At his briefing on Friday, Mr. Trump said he was not aware of the government’s own latest forecasts, but aides said he had interpreted the decreasing death projection to mean that his health advisers may have been overly pessimistic.
The president cited the 60,000 estimated death toll as evidence of progress. “I think we’ll be substantially under that number,” he said of the earlier 100,000 forecast. “Hard to believe that if you have 60,000, you can never be happy, but that’s a lot fewer than we were originally told.”
But his public health advisers took a more cautious approach. “As encouraging as they are, we have not reached the peak,” Dr. Deborah L. Birx, the White House pandemic coordinator, said of the latest figures. She noted that without universal testing, experts were seeing only the most serious cases. “Is this the tip of the iceberg, or is this half the iceberg or three-quarters of the iceberg that we’ve seen to date?” she said.
Five administration officials said it was highly unlikely that Mr.
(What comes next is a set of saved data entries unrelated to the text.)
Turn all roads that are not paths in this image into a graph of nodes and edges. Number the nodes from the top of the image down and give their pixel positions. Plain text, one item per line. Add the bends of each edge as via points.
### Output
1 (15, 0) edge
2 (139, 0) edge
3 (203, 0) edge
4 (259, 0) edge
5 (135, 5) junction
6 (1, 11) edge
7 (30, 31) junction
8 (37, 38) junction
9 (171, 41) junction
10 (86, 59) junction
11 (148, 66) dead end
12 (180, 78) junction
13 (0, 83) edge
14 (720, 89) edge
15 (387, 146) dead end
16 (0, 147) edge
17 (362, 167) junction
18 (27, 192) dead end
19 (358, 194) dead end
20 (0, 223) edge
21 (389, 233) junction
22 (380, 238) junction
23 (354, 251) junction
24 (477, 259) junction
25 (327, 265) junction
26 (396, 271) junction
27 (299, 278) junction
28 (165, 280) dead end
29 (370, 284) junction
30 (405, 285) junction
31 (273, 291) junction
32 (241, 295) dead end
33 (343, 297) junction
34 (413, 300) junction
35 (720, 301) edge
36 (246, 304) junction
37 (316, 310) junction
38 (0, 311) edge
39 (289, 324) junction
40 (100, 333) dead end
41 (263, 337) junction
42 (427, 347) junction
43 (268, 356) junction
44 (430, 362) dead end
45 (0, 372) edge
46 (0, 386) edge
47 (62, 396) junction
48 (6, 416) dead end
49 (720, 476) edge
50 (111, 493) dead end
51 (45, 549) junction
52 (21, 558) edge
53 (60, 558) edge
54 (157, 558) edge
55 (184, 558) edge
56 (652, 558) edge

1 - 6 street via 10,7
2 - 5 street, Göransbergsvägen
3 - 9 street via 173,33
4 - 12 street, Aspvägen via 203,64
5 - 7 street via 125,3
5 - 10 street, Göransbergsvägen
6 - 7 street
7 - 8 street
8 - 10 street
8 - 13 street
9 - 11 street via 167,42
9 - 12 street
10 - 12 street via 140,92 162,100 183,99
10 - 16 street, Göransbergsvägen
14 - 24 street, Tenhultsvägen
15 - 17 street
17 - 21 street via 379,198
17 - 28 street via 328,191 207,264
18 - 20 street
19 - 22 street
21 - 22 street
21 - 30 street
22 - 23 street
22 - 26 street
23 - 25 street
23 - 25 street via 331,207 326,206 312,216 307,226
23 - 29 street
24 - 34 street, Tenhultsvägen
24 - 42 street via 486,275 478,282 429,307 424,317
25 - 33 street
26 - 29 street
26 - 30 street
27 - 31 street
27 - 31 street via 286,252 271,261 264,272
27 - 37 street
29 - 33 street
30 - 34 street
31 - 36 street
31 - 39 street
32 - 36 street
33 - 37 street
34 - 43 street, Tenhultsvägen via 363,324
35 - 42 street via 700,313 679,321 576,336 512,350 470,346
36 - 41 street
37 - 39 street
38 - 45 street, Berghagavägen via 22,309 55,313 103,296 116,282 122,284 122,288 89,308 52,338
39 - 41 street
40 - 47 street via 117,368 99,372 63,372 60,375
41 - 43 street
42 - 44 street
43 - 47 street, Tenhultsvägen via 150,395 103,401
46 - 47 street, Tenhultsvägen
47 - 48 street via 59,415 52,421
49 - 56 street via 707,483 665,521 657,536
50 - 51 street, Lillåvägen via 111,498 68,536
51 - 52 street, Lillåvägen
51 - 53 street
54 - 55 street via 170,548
Trump would extend the guidelines beyond April 30, adding that he would be more likely to find a way to announce some lifting of quarantine measures, even if it might not be a full flip-the-lightswitch reopening of the country.
Mr. Trump has been having conversations, both formally and informally, in recent weeks with business leaders like Michael Corbat, the chief executive of Citigroup, and Brian Moynihan, the chief executive of Bank of America, about how to support the economy and when it might be able to reopen.
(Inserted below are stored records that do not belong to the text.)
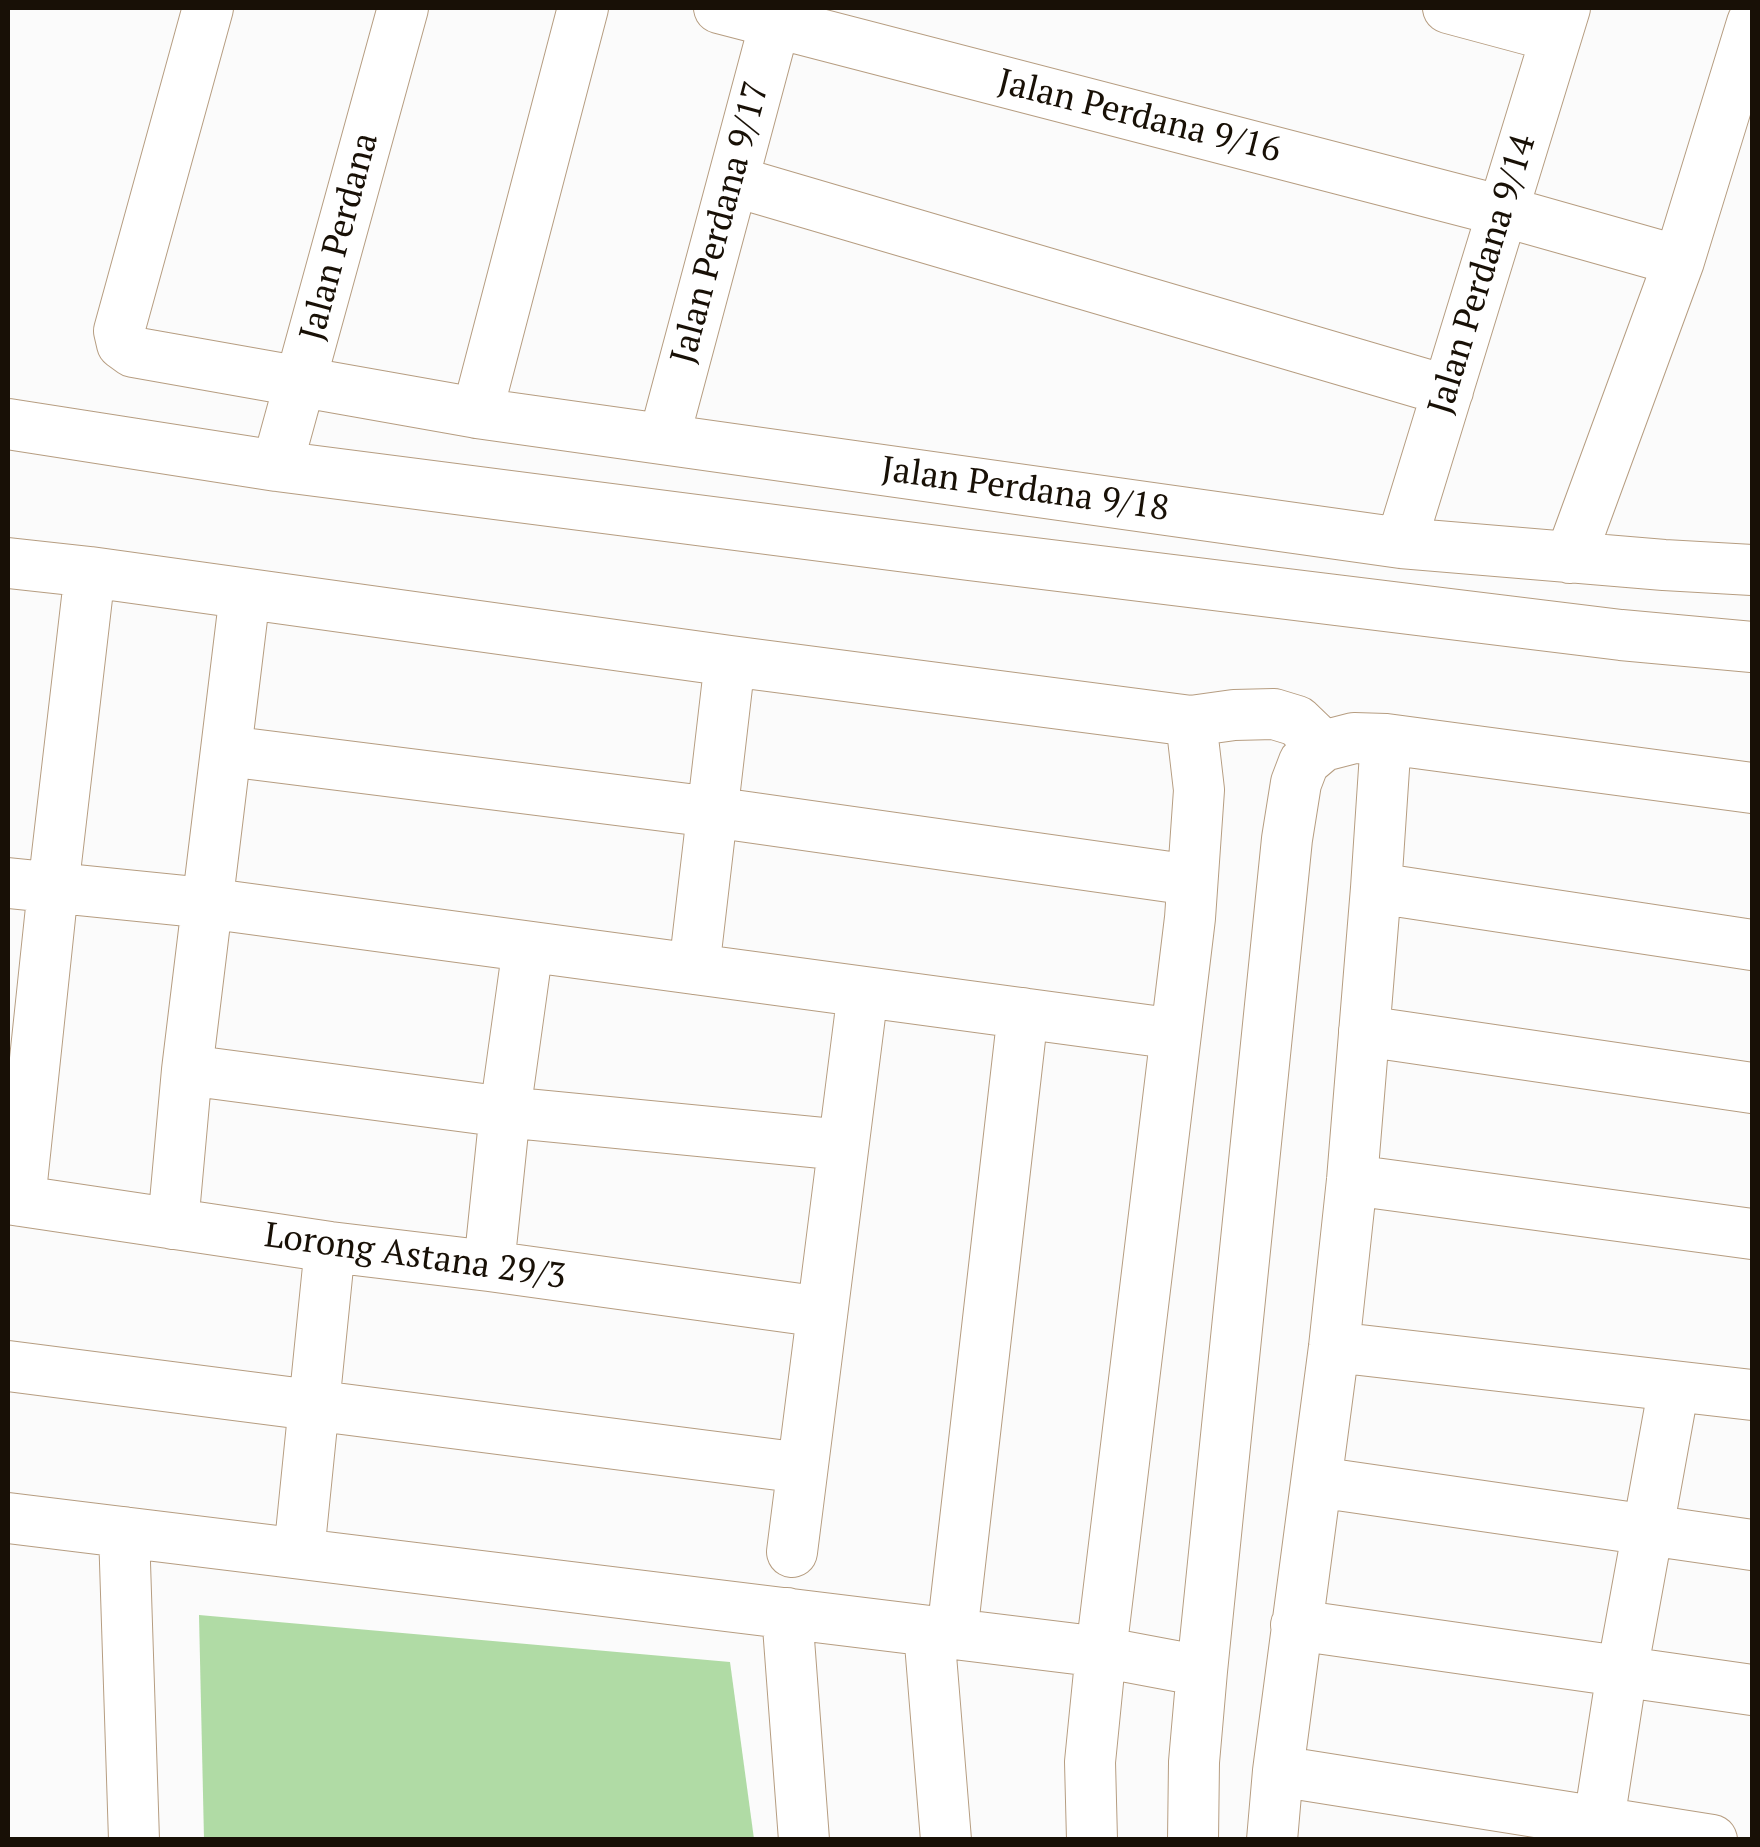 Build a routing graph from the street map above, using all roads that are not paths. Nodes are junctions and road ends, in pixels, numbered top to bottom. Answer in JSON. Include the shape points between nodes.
{"nodes":[{"id":1,"x":208,"y":8,"type":"edge"},
{"id":2,"x":403,"y":8,"type":"edge"},
{"id":3,"x":582,"y":8,"type":"edge"},
{"id":4,"x":719,"y":8,"type":"edge"},
{"id":5,"x":1448,"y":8,"type":"edge"},
{"id":6,"x":777,"y":16,"type":"edge"},
{"id":7,"x":1560,"y":22,"type":"edge"},
{"id":8,"x":1752,"y":23,"type":"edge"},
{"id":9,"x":733,"y":181,"type":"junction"},
{"id":10,"x":1502,"y":211,"type":"junction"},
{"id":11,"x":1678,"y":260,"type":"junction"},
{"id":12,"x":301,"y":380,"type":"junction"},
{"id":13,"x":1448,"y":391,"type":"junction"},
{"id":14,"x":477,"y":413,"type":"junction"},
{"id":15,"x":8,"y":424,"type":"edge"},
{"id":16,"x":664,"y":438,"type":"junction"},
{"id":17,"x":278,"y":466,"type":"junction"},
{"id":18,"x":1401,"y":543,"type":"junction"},
{"id":19,"x":1570,"y":558,"type":"junction"},
{"id":20,"x":8,"y":563,"type":"edge"},
{"id":21,"x":1752,"y":570,"type":"edge"},
{"id":22,"x":90,"y":572,"type":"junction"},
{"id":23,"x":245,"y":594,"type":"junction"},
{"id":24,"x":1752,"y":647,"type":"edge"},
{"id":25,"x":730,"y":662,"type":"junction"},
{"id":26,"x":1191,"y":721,"type":"junction"},
{"id":27,"x":1386,"y":739,"type":"junction"},
{"id":28,"x":1323,"y":746,"type":"junction"},
{"id":29,"x":227,"y":751,"type":"junction"},
{"id":30,"x":1752,"y":788,"type":"edge"},
{"id":31,"x":712,"y":812,"type":"junction"},
{"id":32,"x":1192,"y":880,"type":"junction"},
{"id":33,"x":30,"y":886,"type":"edge"},
{"id":34,"x":1376,"y":888,"type":"junction"},
{"id":35,"x":206,"y":903,"type":"junction"},
{"id":36,"x":1752,"y":945,"type":"edge"},
{"id":37,"x":528,"y":946,"type":"junction"},
{"id":38,"x":694,"y":969,"type":"junction"},
{"id":39,"x":863,"y":992,"type":"junction"},
{"id":40,"x":1023,"y":1013,"type":"junction"},
{"id":41,"x":1364,"y":1031,"type":"junction"},
{"id":42,"x":1176,"y":1034,"type":"junction"},
{"id":43,"x":187,"y":1070,"type":"junction"},
{"id":44,"x":1752,"y":1088,"type":"edge"},
{"id":45,"x":505,"y":1112,"type":"junction"},
{"id":46,"x":843,"y":1145,"type":"junction"},
{"id":47,"x":1352,"y":1180,"type":"junction"},
{"id":48,"x":14,"y":1200,"type":"edge"},
{"id":49,"x":174,"y":1224,"type":"junction"},
{"id":50,"x":1752,"y":1234,"type":"edge"},
{"id":51,"x":330,"y":1247,"type":"junction"},
{"id":52,"x":489,"y":1266,"type":"junction"},
{"id":53,"x":822,"y":1312,"type":"junction"},
{"id":54,"x":1334,"y":1347,"type":"junction"},
{"id":55,"x":8,"y":1366,"type":"edge"},
{"id":56,"x":1674,"y":1386,"type":"junction"},
{"id":57,"x":1752,"y":1394,"type":"edge"},
{"id":58,"x":314,"y":1406,"type":"junction"},
{"id":59,"x":802,"y":1468,"type":"junction"},
{"id":60,"x":1316,"y":1482,"type":"junction"},
{"id":61,"x":8,"y":1518,"type":"edge"},
{"id":62,"x":1649,"y":1530,"type":"junction"},
{"id":63,"x":124,"y":1532,"type":"junction"},
{"id":64,"x":1752,"y":1545,"type":"edge"},
{"id":65,"x":792,"y":1552,"type":"dead end"},
{"id":66,"x":299,"y":1554,"type":"junction"},
{"id":67,"x":787,"y":1614,"type":"junction"},
{"id":68,"x":1296,"y":1625,"type":"junction"},
{"id":69,"x":940,"y":1632,"type":"junction"},
{"id":70,"x":1101,"y":1652,"type":"junction"},
{"id":71,"x":1202,"y":1671,"type":"junction"},
{"id":72,"x":1622,"y":1672,"type":"junction"},
{"id":73,"x":1752,"y":1690,"type":"edge"},
{"id":74,"x":1278,"y":1771,"type":"junction"},
{"id":75,"x":1597,"y":1831,"type":"edge"},
{"id":76,"x":134,"y":1840,"type":"edge"},
{"id":77,"x":804,"y":1840,"type":"edge"},
{"id":78,"x":946,"y":1840,"type":"edge"},
{"id":79,"x":1092,"y":1840,"type":"edge"},
{"id":80,"x":1193,"y":1840,"type":"edge"},
{"id":81,"x":1272,"y":1840,"type":"edge"},
{"id":82,"x":1712,"y":1840,"type":"edge"}],
"edges":[{"from":1,"to":12,"type":"street","name":"Jalan Perdana 9/18","via":[[119,331],[122,344],[133,352]]},
{"from":2,"to":12,"type":"street","name":"Jalan Perdana"},
{"from":3,"to":14,"type":"street"},
{"from":4,"to":6,"type":"street","name":"Jalan Perdana 9/16"},
{"from":5,"to":7,"type":"street"},
{"from":6,"to":9,"type":"street","name":"Jalan Perdana 9/17"},
{"from":6,"to":10,"type":"street","name":"Jalan Perdana 9/16"},
{"from":7,"to":10,"type":"street","name":"Jalan Perdana 9/14"},
{"from":8,"to":11,"type":"street"},
{"from":9,"to":13,"type":"street"},
{"from":9,"to":16,"type":"street","name":"Jalan Perdana 9/17"},
{"from":10,"to":11,"type":"street","name":"Jalan Perdana 9/16"},
{"from":10,"to":13,"type":"street","name":"Jalan Perdana 9/14"},
{"from":11,"to":19,"type":"street"},
{"from":12,"to":14,"type":"street","name":"Jalan Perdana 9/18"},
{"from":12,"to":17,"type":"street","name":"Jalan Perdana"},
{"from":13,"to":18,"type":"street","name":"Jalan Perdana 9/14"},
{"from":14,"to":16,"type":"street","name":"Jalan Perdana 9/18"},
{"from":15,"to":17,"type":"street"},
{"from":16,"to":18,"type":"street","name":"Jalan Perdana 9/18"},
{"from":17,"to":24,"type":"street"},
{"from":18,"to":19,"type":"street","name":"Jalan Perdana 9/18"},
{"from":19,"to":21,"type":"street","name":"Jalan Perdana 9/18"},
{"from":20,"to":22,"type":"street"},
{"from":22,"to":23,"type":"street"},
{"from":22,"to":33,"type":"street"},
{"from":23,"to":25,"type":"street"},
{"from":23,"to":29,"type":"street"},
{"from":25,"to":26,"type":"street"},
{"from":25,"to":31,"type":"street"},
{"from":26,"to":28,"type":"street","via":[[1274,714],[1297,722]]},
{"from":26,"to":32,"type":"street","via":[[1199,790]]},
{"from":27,"to":28,"type":"street"},
{"from":27,"to":30,"type":"street"},
{"from":27,"to":34,"type":"street"},
{"from":28,"to":71,"type":"street","via":[[1304,762],[1287,838]]},
{"from":29,"to":31,"type":"street"},
{"from":29,"to":35,"type":"street"},
{"from":31,"to":32,"type":"street"},
{"from":31,"to":38,"type":"street"},
{"from":32,"to":42,"type":"street"},
{"from":33,"to":35,"type":"street"},
{"from":33,"to":48,"type":"street"},
{"from":34,"to":36,"type":"street"},
{"from":34,"to":41,"type":"street"},
{"from":35,"to":37,"type":"street"},
{"from":35,"to":43,"type":"street"},
{"from":37,"to":38,"type":"street"},
{"from":37,"to":45,"type":"street"},
{"from":38,"to":39,"type":"street"},
{"from":39,"to":40,"type":"street"},
{"from":39,"to":46,"type":"street"},
{"from":40,"to":42,"type":"street"},
{"from":40,"to":69,"type":"street"},
{"from":41,"to":44,"type":"street"},
{"from":41,"to":47,"type":"street"},
{"from":42,"to":70,"type":"street"},
{"from":43,"to":45,"type":"street"},
{"from":43,"to":49,"type":"street"},
{"from":45,"to":46,"type":"street"},
{"from":45,"to":52,"type":"street"},
{"from":46,"to":53,"type":"street"},
{"from":47,"to":50,"type":"street"},
{"from":47,"to":54,"type":"street"},
{"from":48,"to":49,"type":"street","name":"Lorong Astana 29/3"},
{"from":49,"to":51,"type":"street","name":"Lorong Astana 29/3"},
{"from":51,"to":52,"type":"street","name":"Lorong Astana 29/3"},
{"from":51,"to":58,"type":"street"},
{"from":52,"to":53,"type":"street","name":"Lorong Astana 29/3"},
{"from":53,"to":59,"type":"street"},
{"from":54,"to":56,"type":"street"},
{"from":54,"to":60,"type":"street"},
{"from":55,"to":58,"type":"street"},
{"from":56,"to":57,"type":"street"},
{"from":56,"to":62,"type":"street"},
{"from":58,"to":59,"type":"street"},
{"from":58,"to":66,"type":"street"},
{"from":59,"to":65,"type":"street"},
{"from":60,"to":62,"type":"street"},
{"from":60,"to":68,"type":"street"},
{"from":61,"to":63,"type":"street"},
{"from":62,"to":64,"type":"street"},
{"from":62,"to":72,"type":"street"},
{"from":63,"to":66,"type":"street"},
{"from":63,"to":76,"type":"street"},
{"from":66,"to":67,"type":"street"},
{"from":67,"to":69,"type":"street"},
{"from":67,"to":77,"type":"street"},
{"from":68,"to":72,"type":"street"},
{"from":68,"to":74,"type":"street"},
{"from":69,"to":70,"type":"street"},
{"from":69,"to":78,"type":"street"},
{"from":70,"to":71,"type":"street"},
{"from":70,"to":79,"type":"street","via":[[1090,1762]]},
{"from":71,"to":80,"type":"street"},
{"from":72,"to":73,"type":"street"},
{"from":72,"to":75,"type":"street"},
{"from":74,"to":75,"type":"street"},
{"from":74,"to":81,"type":"street"},
{"from":75,"to":82,"type":"street"}]}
Many of those discussions have been facilitated by Treasury Secretary Steven Mnuchin, who has fielded calls from executives like Stephen A. Schwarzman, the chief executive of Blackstone, looking for a road map to when a semblance of normalcy could return, although some people close to the discussions said that Mr. Schwarzman and Steven Roth, a real estate investor close to Mr. Trump, have not been aggressive as others.
Other business executives have gone through Jared Kushner, the president’s son-in-law and senior adviser. Paul Tudor Jones made an impassioned push to reopen the economy on a conference call organized by Mr. Kushner several weeks ago, these people said, and the investor Nelson Peltz was said to be influential in Mr. Trump’s since-aborted plan to begin reopening by Easter.